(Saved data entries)
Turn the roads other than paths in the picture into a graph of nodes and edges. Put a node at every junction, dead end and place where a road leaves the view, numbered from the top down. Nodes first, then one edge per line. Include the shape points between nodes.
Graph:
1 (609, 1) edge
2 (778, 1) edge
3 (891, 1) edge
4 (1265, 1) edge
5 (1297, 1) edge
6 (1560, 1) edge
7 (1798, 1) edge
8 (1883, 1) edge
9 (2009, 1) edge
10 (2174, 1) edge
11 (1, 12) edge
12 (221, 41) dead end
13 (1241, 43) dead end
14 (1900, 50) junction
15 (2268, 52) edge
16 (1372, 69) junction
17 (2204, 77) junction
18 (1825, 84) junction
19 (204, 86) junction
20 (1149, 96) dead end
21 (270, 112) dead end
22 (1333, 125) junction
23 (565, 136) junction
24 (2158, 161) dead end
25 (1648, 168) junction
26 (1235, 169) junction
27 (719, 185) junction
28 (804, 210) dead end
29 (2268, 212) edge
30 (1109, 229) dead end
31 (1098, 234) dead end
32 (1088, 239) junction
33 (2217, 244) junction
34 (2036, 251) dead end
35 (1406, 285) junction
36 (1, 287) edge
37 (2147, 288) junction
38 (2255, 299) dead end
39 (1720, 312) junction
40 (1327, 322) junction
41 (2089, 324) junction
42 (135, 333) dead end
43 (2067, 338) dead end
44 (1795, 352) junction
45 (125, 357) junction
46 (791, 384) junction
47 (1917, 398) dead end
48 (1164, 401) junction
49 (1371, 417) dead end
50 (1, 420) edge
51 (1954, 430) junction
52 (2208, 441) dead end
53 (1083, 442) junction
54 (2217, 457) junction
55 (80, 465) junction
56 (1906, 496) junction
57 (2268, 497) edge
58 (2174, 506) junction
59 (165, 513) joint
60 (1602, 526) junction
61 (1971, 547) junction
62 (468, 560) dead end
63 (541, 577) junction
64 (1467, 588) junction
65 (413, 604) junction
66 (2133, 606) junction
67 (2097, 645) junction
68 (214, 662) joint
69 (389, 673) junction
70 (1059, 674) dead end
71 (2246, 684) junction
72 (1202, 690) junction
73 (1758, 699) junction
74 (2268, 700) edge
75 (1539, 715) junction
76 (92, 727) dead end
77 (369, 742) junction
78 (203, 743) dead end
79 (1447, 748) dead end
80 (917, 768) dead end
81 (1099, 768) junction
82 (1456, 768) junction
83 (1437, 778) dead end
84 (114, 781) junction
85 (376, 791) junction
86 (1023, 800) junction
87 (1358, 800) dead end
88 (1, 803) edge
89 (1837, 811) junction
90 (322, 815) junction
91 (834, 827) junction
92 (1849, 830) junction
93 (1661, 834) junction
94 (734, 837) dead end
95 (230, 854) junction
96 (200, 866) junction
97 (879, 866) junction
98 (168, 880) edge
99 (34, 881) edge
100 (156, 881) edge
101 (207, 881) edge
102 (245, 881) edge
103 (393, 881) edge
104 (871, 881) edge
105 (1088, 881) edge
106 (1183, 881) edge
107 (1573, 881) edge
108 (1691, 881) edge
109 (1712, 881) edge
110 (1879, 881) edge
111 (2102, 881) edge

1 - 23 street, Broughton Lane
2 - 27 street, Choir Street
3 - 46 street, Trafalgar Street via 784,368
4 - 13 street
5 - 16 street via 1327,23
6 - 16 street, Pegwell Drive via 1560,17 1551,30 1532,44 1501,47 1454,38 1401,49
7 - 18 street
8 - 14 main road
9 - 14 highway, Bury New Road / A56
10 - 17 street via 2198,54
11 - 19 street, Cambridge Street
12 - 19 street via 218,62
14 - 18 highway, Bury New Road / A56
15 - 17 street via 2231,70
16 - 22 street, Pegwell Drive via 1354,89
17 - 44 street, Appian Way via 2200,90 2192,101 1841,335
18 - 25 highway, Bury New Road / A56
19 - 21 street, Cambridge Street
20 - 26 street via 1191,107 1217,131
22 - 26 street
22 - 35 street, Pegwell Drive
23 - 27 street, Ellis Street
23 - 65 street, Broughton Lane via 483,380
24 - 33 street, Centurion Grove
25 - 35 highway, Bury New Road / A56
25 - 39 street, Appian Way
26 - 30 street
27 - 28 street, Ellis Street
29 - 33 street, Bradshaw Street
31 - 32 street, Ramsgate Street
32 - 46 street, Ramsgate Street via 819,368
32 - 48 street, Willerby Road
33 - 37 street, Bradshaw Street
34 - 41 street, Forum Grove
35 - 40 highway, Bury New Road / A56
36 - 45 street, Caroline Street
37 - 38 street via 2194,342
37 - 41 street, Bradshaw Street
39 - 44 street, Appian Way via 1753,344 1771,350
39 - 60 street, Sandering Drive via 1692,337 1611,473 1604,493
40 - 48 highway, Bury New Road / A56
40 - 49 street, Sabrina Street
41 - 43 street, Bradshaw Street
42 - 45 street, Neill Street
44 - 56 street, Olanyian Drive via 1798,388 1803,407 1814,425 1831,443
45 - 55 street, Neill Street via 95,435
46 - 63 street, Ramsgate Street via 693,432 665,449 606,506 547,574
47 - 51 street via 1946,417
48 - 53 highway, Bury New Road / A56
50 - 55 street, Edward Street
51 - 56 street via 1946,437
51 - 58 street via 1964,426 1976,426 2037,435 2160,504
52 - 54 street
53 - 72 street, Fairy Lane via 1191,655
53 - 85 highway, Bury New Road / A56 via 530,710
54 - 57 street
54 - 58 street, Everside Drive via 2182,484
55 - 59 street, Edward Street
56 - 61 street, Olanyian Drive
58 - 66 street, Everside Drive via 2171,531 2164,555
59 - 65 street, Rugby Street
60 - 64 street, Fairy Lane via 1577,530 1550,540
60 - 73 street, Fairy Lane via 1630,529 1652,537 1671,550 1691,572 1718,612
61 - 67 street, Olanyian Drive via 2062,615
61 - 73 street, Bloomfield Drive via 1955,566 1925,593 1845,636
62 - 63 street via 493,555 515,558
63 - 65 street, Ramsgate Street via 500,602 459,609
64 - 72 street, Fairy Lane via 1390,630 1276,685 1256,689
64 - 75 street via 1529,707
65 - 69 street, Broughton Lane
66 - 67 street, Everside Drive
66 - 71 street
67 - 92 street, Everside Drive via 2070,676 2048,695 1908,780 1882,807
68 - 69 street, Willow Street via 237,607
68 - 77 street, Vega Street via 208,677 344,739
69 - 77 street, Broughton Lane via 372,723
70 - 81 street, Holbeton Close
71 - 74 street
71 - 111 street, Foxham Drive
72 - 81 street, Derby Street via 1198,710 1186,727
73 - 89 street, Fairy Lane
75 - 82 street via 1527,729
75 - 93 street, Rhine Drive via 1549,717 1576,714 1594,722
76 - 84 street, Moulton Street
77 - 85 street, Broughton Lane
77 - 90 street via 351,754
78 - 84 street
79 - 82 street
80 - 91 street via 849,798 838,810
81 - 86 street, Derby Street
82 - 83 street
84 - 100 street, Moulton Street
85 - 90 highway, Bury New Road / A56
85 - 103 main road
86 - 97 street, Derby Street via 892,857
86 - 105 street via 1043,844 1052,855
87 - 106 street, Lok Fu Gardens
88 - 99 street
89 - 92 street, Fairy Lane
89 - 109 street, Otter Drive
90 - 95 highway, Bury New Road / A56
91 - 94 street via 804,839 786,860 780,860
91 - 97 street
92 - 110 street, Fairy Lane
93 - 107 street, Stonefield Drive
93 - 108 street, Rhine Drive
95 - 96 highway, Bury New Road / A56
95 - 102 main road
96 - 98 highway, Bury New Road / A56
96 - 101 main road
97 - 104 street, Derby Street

> [Directions]: Only the lines above that include the word "Everside" belong in the answer; copy each one.

> [Written solution]:
54 - 58 street, Everside Drive via 2182,484
58 - 66 street, Everside Drive via 2171,531 2164,555
66 - 67 street, Everside Drive
67 - 92 street, Everside Drive via 2070,676 2048,695 1908,780 1882,807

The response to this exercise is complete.